WORK ITEM: Count the lines below containing "Michaelsteiner"; state the number only.

Dataset entries:

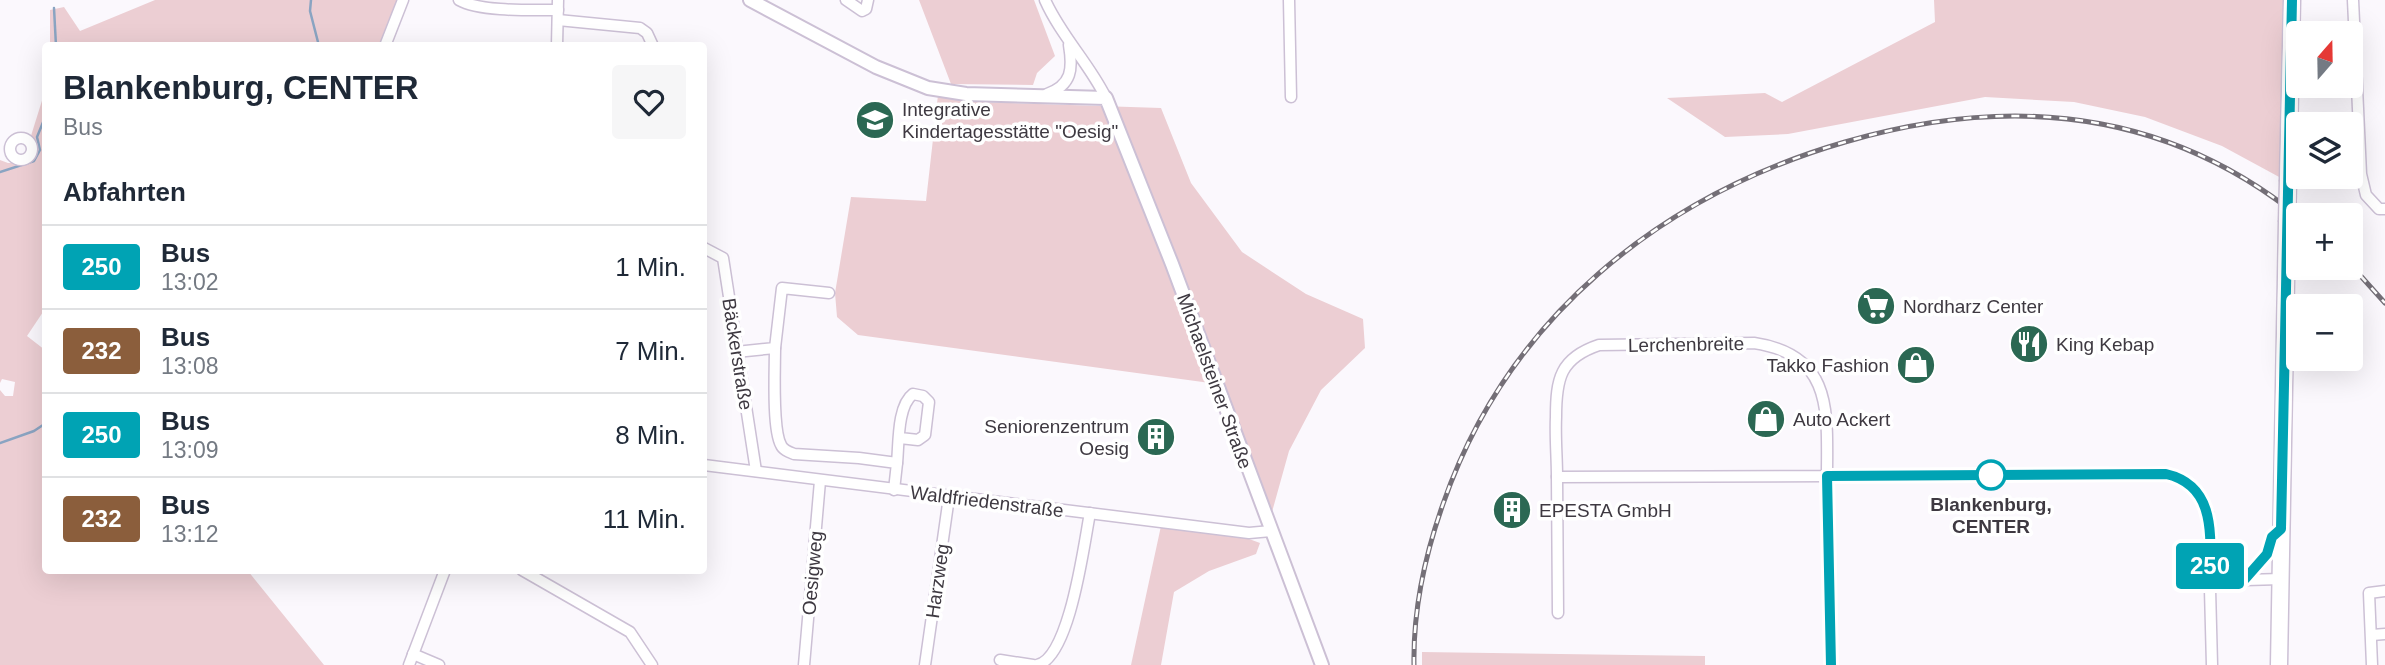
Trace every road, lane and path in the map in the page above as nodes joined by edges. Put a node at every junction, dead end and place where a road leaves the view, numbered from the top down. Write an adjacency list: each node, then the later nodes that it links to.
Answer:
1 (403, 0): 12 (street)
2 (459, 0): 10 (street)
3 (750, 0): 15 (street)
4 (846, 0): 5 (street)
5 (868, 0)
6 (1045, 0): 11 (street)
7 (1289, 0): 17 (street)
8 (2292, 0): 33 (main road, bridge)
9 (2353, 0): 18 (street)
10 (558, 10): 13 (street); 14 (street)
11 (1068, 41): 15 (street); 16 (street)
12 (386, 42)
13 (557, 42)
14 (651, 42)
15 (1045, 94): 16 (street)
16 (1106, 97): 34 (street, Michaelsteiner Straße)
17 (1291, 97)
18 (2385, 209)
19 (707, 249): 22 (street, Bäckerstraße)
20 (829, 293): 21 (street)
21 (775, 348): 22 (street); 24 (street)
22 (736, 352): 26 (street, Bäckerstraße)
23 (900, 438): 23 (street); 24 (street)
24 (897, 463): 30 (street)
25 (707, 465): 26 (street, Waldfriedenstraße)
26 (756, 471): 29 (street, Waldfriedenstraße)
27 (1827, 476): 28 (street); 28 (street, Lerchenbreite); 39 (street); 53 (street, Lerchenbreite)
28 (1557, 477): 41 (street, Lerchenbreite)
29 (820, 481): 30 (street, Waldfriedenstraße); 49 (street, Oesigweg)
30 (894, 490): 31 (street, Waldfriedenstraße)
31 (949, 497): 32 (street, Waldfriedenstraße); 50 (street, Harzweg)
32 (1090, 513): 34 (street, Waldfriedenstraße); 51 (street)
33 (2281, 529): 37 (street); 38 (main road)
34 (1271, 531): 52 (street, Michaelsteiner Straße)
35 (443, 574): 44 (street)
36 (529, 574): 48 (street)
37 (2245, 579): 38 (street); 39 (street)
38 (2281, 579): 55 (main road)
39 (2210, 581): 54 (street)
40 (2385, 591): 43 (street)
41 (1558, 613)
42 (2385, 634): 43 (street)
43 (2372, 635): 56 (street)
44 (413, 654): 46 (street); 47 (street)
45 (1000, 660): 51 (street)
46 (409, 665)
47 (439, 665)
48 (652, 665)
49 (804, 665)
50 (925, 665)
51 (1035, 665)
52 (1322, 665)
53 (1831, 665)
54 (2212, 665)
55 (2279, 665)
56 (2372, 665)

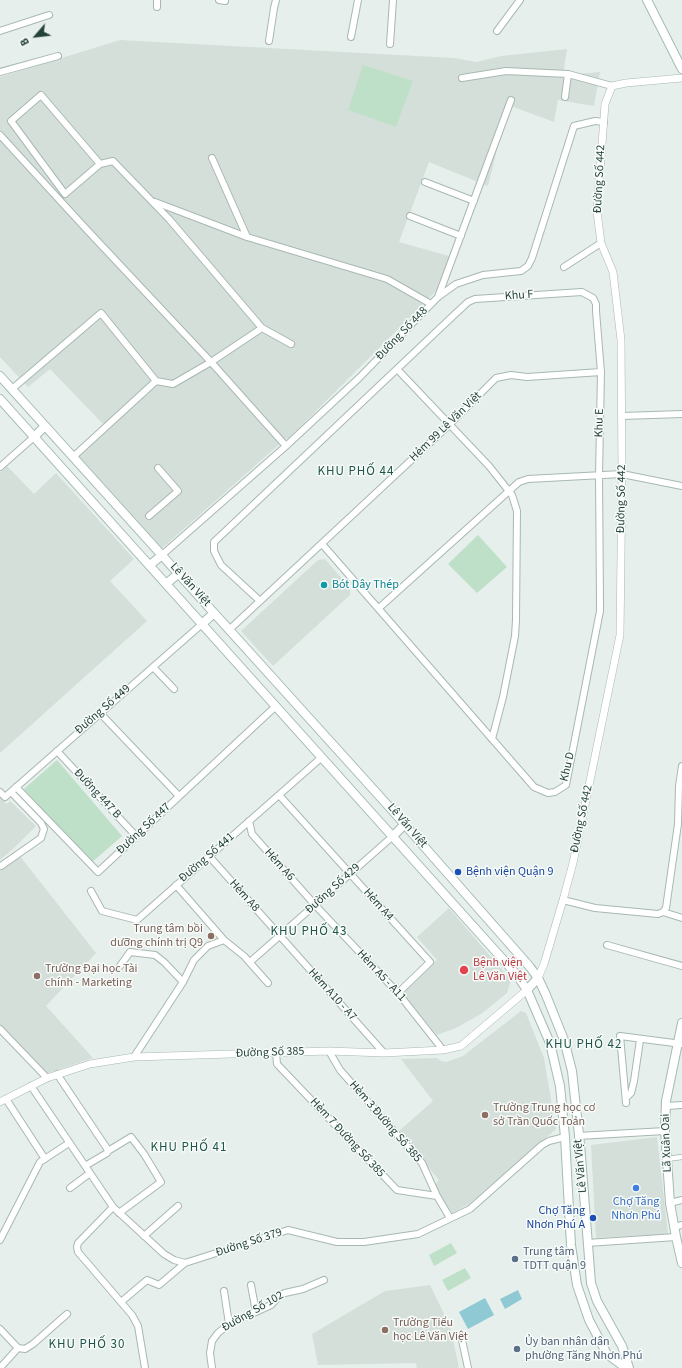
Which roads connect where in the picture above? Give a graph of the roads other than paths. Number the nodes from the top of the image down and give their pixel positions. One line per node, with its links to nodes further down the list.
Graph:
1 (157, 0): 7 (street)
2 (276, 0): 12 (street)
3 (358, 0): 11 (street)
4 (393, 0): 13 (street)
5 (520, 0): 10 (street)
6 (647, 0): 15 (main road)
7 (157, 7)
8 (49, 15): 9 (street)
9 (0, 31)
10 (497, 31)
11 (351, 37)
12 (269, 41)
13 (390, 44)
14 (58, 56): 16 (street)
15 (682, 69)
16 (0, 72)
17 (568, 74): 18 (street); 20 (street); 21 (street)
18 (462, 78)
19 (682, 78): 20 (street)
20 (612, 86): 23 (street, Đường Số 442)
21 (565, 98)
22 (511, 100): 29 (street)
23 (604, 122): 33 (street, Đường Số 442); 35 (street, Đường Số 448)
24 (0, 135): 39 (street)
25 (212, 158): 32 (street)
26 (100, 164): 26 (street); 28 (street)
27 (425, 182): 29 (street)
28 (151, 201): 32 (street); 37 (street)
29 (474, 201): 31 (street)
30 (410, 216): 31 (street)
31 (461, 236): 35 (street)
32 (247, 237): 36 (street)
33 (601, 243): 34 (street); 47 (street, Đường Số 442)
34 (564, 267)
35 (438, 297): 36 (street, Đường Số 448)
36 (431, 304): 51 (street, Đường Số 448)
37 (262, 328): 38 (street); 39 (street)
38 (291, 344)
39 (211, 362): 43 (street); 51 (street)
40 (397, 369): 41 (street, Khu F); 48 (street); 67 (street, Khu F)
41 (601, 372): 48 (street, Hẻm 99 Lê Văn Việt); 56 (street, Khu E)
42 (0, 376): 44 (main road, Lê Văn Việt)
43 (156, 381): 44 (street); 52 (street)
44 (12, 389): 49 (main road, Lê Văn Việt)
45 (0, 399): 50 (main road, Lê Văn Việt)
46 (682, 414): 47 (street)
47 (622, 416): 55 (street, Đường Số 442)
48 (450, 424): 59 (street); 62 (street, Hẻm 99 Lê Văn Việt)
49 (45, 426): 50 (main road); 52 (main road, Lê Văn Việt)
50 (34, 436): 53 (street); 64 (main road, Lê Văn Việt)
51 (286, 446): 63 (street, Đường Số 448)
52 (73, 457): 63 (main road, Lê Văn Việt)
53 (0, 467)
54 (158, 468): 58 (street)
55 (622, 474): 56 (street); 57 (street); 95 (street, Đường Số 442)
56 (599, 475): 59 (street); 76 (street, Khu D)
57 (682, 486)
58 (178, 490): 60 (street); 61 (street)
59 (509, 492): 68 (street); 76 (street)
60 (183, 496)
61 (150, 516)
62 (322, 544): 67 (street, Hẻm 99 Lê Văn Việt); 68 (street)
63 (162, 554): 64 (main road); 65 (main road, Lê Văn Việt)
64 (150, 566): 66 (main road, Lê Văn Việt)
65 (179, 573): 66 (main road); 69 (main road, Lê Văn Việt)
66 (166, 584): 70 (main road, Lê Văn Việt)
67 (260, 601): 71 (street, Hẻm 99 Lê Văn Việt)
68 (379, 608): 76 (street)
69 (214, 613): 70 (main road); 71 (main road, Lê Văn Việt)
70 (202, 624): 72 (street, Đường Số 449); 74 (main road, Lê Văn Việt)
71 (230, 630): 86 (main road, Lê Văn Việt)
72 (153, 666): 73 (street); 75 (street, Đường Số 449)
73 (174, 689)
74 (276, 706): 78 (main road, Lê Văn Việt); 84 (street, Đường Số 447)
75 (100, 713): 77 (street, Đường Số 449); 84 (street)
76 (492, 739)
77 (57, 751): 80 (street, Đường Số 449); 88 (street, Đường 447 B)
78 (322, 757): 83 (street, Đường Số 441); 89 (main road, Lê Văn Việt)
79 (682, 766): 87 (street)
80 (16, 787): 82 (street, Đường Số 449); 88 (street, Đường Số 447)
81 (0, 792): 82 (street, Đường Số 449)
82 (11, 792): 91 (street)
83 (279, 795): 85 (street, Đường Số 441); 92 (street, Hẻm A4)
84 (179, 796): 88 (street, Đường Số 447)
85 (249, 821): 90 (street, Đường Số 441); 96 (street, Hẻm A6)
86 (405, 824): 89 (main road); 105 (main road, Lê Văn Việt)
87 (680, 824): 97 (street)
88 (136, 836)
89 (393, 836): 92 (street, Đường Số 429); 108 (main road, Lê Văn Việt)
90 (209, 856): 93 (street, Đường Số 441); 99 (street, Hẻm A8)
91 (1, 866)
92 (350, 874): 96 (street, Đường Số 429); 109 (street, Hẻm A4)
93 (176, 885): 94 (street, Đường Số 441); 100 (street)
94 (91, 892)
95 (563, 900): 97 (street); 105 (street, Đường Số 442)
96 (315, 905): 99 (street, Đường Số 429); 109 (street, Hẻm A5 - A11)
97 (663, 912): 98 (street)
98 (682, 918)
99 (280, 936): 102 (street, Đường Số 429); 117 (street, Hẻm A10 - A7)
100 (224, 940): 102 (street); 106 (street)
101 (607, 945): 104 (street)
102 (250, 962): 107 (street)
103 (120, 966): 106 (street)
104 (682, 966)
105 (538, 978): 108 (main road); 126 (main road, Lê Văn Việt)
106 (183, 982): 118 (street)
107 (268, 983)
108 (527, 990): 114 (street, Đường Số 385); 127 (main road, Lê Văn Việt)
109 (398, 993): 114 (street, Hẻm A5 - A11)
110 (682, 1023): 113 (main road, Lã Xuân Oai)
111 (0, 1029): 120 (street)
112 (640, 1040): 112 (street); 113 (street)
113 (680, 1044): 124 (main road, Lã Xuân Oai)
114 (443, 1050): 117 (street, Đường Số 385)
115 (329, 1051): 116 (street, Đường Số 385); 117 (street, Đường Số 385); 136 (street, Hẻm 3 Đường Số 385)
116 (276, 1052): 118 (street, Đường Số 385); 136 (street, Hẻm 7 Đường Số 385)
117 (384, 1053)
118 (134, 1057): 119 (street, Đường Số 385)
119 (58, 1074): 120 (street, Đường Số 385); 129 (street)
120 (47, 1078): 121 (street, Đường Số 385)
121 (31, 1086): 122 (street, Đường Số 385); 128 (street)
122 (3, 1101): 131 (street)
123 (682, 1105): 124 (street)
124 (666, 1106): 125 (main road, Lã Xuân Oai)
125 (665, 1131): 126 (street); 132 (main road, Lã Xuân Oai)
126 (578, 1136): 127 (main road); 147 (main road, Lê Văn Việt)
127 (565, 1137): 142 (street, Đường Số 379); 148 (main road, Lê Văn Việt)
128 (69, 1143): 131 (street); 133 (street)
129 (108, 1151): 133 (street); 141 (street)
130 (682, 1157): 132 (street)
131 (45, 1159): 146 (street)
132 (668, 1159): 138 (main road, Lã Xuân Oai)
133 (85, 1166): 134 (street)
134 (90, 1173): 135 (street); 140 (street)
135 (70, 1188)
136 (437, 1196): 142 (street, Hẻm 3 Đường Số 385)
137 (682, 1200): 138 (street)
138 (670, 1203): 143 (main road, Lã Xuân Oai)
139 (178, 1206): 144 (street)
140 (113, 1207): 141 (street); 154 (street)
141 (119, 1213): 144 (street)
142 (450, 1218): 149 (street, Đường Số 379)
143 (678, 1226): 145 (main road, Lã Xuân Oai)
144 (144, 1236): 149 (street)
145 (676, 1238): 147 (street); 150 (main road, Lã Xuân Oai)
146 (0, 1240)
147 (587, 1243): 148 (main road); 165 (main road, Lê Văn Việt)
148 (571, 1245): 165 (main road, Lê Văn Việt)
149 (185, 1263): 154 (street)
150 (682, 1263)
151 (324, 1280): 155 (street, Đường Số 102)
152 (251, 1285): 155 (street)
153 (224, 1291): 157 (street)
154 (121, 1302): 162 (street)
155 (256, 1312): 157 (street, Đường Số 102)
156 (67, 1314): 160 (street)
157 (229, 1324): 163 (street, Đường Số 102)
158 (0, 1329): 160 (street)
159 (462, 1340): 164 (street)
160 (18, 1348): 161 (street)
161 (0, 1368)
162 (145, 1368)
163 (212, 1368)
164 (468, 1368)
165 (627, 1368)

PROBLEM SOLUTION: 2